• Task requirements: Search the listing below for lines containing the string "Marion". Reply with their count only.
*** Task data Section Begins ***
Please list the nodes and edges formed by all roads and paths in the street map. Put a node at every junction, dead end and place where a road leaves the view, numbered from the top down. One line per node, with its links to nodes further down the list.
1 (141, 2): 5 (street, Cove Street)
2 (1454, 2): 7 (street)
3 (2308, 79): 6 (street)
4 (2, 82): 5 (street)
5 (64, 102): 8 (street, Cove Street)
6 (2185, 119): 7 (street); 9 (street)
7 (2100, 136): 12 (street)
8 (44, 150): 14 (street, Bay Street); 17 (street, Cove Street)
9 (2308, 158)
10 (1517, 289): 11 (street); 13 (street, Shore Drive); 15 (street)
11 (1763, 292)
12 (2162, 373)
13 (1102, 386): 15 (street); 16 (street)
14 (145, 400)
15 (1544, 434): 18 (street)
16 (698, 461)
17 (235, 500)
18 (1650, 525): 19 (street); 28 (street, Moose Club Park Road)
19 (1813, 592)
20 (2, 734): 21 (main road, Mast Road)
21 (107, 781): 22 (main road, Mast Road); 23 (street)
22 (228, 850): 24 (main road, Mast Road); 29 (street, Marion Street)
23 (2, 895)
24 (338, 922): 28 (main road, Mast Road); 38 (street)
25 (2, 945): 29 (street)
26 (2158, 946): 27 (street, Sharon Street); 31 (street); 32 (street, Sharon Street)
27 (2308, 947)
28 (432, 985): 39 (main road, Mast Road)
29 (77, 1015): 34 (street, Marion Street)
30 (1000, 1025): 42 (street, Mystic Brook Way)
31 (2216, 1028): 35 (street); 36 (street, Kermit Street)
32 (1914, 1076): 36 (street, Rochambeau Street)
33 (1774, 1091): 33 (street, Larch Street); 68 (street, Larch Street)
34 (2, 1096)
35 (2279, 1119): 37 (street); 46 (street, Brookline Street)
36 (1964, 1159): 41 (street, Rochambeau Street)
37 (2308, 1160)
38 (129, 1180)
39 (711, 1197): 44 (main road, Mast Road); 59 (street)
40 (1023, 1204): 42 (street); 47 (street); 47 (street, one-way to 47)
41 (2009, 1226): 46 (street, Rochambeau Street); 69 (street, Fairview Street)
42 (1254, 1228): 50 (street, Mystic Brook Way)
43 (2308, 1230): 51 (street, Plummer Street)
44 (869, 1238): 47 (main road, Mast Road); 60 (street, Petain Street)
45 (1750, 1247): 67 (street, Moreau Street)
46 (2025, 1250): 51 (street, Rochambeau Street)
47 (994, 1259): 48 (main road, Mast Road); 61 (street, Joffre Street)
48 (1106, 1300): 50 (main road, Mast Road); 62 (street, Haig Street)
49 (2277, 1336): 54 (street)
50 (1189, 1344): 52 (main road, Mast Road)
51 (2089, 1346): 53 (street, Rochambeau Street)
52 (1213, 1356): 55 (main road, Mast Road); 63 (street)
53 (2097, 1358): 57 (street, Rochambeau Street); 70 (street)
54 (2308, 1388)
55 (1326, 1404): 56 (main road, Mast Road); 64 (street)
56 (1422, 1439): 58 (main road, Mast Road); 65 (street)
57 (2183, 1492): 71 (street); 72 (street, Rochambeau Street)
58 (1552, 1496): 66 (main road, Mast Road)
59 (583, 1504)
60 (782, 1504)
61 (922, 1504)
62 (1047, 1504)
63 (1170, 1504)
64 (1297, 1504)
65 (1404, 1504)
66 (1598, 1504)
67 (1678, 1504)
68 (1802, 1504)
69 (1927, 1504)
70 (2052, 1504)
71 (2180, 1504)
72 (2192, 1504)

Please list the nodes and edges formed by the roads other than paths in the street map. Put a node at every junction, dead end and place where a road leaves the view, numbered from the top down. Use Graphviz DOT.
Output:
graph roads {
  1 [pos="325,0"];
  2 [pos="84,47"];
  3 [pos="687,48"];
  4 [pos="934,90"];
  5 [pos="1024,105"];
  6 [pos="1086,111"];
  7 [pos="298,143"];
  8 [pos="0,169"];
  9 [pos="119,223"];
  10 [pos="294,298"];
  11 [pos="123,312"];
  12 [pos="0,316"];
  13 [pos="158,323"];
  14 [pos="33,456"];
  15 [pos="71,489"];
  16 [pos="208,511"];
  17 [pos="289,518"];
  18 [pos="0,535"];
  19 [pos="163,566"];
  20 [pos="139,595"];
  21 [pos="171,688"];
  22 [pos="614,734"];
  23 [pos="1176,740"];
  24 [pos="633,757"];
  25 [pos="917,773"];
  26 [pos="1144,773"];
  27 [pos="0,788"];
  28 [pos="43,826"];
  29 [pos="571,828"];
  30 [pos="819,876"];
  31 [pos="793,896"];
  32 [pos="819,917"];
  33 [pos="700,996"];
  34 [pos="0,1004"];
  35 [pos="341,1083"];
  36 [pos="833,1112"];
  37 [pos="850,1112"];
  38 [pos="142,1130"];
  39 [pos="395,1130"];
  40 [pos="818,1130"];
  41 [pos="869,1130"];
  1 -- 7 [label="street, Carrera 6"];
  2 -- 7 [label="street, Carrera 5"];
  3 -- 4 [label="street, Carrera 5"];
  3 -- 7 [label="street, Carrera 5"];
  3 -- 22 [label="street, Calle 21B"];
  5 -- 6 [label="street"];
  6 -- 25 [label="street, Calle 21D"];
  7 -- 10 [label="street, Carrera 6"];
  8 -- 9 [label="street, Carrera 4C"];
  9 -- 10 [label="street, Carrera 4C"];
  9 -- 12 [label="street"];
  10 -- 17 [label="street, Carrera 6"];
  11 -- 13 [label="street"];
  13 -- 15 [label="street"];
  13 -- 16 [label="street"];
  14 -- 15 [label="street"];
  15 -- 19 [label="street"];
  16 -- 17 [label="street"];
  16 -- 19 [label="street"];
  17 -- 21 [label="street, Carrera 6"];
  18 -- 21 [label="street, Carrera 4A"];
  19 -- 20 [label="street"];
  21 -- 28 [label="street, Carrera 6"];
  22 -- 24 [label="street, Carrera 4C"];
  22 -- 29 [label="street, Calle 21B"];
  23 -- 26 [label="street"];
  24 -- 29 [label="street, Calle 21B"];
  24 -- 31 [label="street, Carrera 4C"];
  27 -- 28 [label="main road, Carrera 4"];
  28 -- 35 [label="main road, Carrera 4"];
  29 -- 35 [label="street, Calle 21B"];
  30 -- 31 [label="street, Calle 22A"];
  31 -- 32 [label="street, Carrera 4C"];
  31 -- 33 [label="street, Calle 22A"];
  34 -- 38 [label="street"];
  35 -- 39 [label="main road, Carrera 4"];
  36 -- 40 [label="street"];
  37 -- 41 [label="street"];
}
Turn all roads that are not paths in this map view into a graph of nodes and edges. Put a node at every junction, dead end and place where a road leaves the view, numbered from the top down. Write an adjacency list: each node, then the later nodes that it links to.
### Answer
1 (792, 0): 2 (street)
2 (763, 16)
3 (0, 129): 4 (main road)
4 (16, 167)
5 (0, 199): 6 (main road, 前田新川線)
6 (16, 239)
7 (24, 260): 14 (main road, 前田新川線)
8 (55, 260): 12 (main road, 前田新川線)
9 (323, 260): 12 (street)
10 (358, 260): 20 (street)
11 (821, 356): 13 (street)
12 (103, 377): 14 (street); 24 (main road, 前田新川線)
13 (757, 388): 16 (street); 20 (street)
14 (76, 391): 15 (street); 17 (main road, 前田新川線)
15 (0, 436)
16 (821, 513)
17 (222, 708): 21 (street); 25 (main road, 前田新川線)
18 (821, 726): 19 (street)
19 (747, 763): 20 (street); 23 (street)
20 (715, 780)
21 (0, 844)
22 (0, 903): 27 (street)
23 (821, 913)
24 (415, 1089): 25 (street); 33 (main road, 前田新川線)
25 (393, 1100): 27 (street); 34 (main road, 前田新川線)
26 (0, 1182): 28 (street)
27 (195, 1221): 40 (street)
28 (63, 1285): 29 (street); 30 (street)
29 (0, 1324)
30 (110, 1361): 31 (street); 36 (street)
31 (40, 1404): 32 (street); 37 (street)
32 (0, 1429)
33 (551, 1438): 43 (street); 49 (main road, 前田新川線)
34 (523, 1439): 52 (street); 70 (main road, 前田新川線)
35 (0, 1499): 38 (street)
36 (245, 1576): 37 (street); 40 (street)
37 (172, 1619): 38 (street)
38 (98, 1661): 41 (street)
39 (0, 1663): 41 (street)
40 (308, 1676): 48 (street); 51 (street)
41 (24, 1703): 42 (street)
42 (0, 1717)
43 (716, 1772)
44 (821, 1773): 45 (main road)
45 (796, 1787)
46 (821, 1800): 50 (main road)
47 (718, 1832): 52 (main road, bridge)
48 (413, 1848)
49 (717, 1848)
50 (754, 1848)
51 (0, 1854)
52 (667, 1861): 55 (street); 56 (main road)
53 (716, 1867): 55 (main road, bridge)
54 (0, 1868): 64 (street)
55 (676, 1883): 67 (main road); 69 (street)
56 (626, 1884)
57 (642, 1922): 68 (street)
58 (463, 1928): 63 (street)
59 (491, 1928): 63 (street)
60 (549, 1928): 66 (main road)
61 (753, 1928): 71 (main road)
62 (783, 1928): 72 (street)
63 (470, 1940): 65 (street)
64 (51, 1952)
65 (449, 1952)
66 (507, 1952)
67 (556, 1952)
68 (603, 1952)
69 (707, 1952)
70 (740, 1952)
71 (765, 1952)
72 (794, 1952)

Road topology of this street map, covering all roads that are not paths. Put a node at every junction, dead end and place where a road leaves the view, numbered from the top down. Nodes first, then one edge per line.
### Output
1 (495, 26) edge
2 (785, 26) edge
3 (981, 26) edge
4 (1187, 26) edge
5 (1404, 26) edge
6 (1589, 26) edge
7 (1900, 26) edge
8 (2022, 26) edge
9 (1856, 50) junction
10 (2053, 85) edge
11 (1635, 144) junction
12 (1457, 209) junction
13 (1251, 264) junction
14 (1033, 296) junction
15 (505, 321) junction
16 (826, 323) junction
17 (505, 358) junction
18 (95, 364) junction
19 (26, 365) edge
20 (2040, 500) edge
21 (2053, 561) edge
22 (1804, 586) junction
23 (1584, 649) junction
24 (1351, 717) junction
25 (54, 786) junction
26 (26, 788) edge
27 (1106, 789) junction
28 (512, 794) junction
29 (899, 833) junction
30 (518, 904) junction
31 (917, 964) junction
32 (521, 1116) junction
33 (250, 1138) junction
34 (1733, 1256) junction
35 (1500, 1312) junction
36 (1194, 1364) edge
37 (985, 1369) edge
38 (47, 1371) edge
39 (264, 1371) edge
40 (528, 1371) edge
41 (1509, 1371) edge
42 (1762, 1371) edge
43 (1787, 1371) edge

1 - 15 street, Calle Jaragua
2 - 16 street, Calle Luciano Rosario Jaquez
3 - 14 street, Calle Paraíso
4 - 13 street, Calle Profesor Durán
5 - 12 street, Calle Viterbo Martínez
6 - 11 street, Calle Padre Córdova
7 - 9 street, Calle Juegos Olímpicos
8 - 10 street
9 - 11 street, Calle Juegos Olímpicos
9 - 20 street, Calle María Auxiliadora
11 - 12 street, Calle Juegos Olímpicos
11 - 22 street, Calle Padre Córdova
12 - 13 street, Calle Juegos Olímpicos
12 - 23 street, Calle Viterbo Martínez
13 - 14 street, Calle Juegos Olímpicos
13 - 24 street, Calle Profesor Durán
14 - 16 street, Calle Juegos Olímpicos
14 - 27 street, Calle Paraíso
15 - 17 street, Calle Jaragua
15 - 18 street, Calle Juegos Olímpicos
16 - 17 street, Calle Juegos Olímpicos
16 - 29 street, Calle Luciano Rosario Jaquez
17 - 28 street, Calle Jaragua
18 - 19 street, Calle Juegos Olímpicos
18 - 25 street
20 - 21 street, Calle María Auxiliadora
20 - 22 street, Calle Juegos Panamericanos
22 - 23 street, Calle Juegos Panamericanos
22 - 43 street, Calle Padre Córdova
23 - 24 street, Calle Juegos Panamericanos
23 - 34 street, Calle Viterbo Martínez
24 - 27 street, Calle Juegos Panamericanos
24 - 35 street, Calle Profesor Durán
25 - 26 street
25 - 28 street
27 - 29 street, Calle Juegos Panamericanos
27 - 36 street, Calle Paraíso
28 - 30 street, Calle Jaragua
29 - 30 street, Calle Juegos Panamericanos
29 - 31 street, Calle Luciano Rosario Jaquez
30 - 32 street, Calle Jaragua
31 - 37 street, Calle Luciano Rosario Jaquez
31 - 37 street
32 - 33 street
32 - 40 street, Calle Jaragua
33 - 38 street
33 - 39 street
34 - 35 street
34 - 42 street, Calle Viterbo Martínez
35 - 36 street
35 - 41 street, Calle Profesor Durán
*** Task data Section Ends ***
• Result for this task: 2